● **EXERCISE GOAL**
Copy out nothing but the line containing "middle tip: (267, 472)" and the lines that follow it to the end of the entries, exactly as they stand.

● **People photos with keypoints**
-------------------------
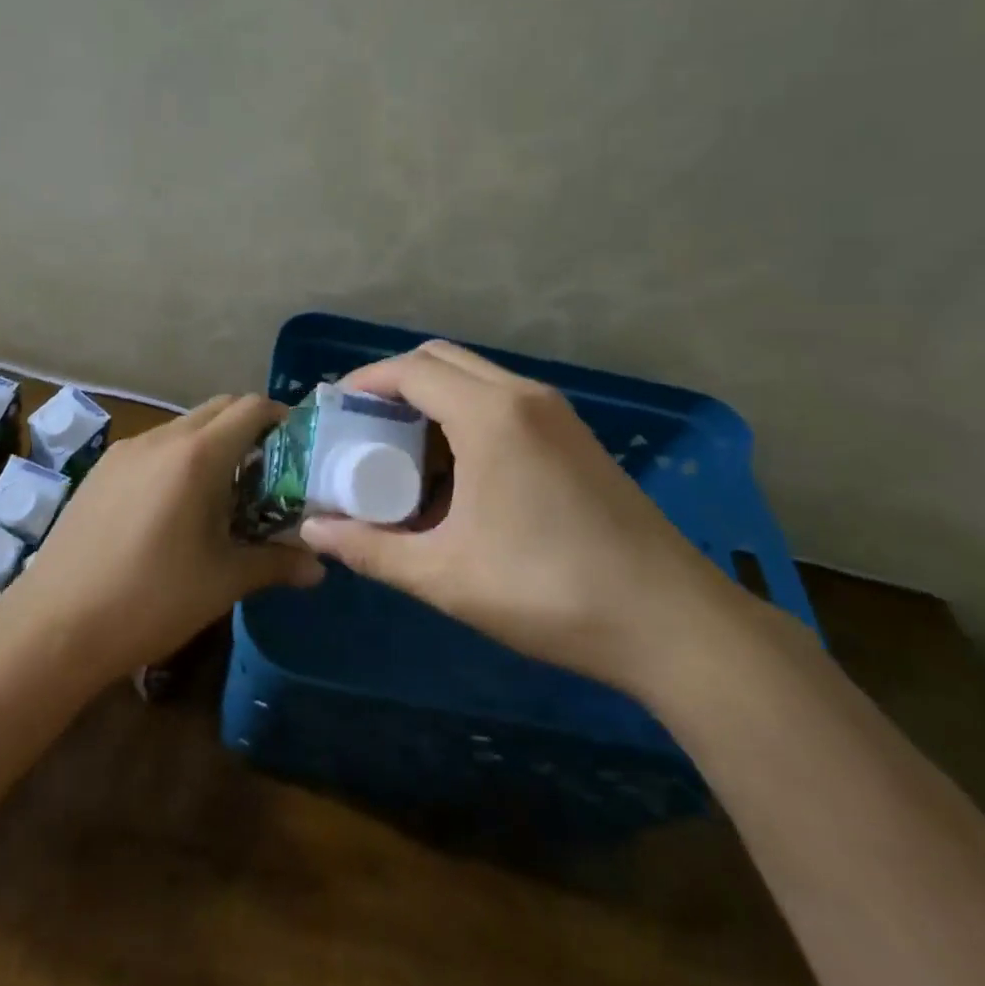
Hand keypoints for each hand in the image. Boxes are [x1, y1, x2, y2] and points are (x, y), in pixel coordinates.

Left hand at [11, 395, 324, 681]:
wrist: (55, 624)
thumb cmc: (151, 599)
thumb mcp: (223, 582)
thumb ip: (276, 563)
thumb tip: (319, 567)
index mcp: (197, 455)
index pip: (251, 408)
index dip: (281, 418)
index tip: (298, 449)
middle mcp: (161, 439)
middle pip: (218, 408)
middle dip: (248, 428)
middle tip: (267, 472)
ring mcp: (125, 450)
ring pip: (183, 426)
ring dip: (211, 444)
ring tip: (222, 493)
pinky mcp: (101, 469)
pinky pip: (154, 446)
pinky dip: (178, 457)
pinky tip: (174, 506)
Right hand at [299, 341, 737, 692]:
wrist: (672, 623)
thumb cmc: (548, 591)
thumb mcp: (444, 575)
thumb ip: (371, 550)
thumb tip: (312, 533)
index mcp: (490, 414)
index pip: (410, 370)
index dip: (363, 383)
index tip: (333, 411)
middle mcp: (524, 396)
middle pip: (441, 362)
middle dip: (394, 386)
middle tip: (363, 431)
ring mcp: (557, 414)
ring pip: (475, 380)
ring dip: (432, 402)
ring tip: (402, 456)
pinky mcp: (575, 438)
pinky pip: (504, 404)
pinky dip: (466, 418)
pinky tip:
-------------------------
● **RESULT FOR THIS TASK**
middle tip: (267, 472)
ring mcp: (125, 450)
ring pip: (183, 426)
ring dip: (211, 444)
ring tip: (222, 493)
pinky mcp: (101, 469)
pinky pip: (154, 446)
pinky dip: (178, 457)
pinky tip: (174, 506)
Right hand at [299, 341, 737, 692]:
wrist: (672, 623)
thumb cmc: (548, 591)
thumb mcp: (444, 575)
thumb ip: (371, 550)
thumb tip: (312, 533)
index mcp: (490, 414)
index pip: (410, 370)
index dip: (363, 383)
index tip: (333, 411)
middle mcp: (524, 396)
middle pip: (441, 362)
middle dip: (394, 386)
middle tip: (363, 431)
ring mcp: (557, 414)
ring pip: (475, 380)
ring dip: (432, 402)
ring tip: (402, 456)
pinky mcp: (575, 438)
pinky pip: (504, 404)
pinky dip: (466, 418)
pinky tip:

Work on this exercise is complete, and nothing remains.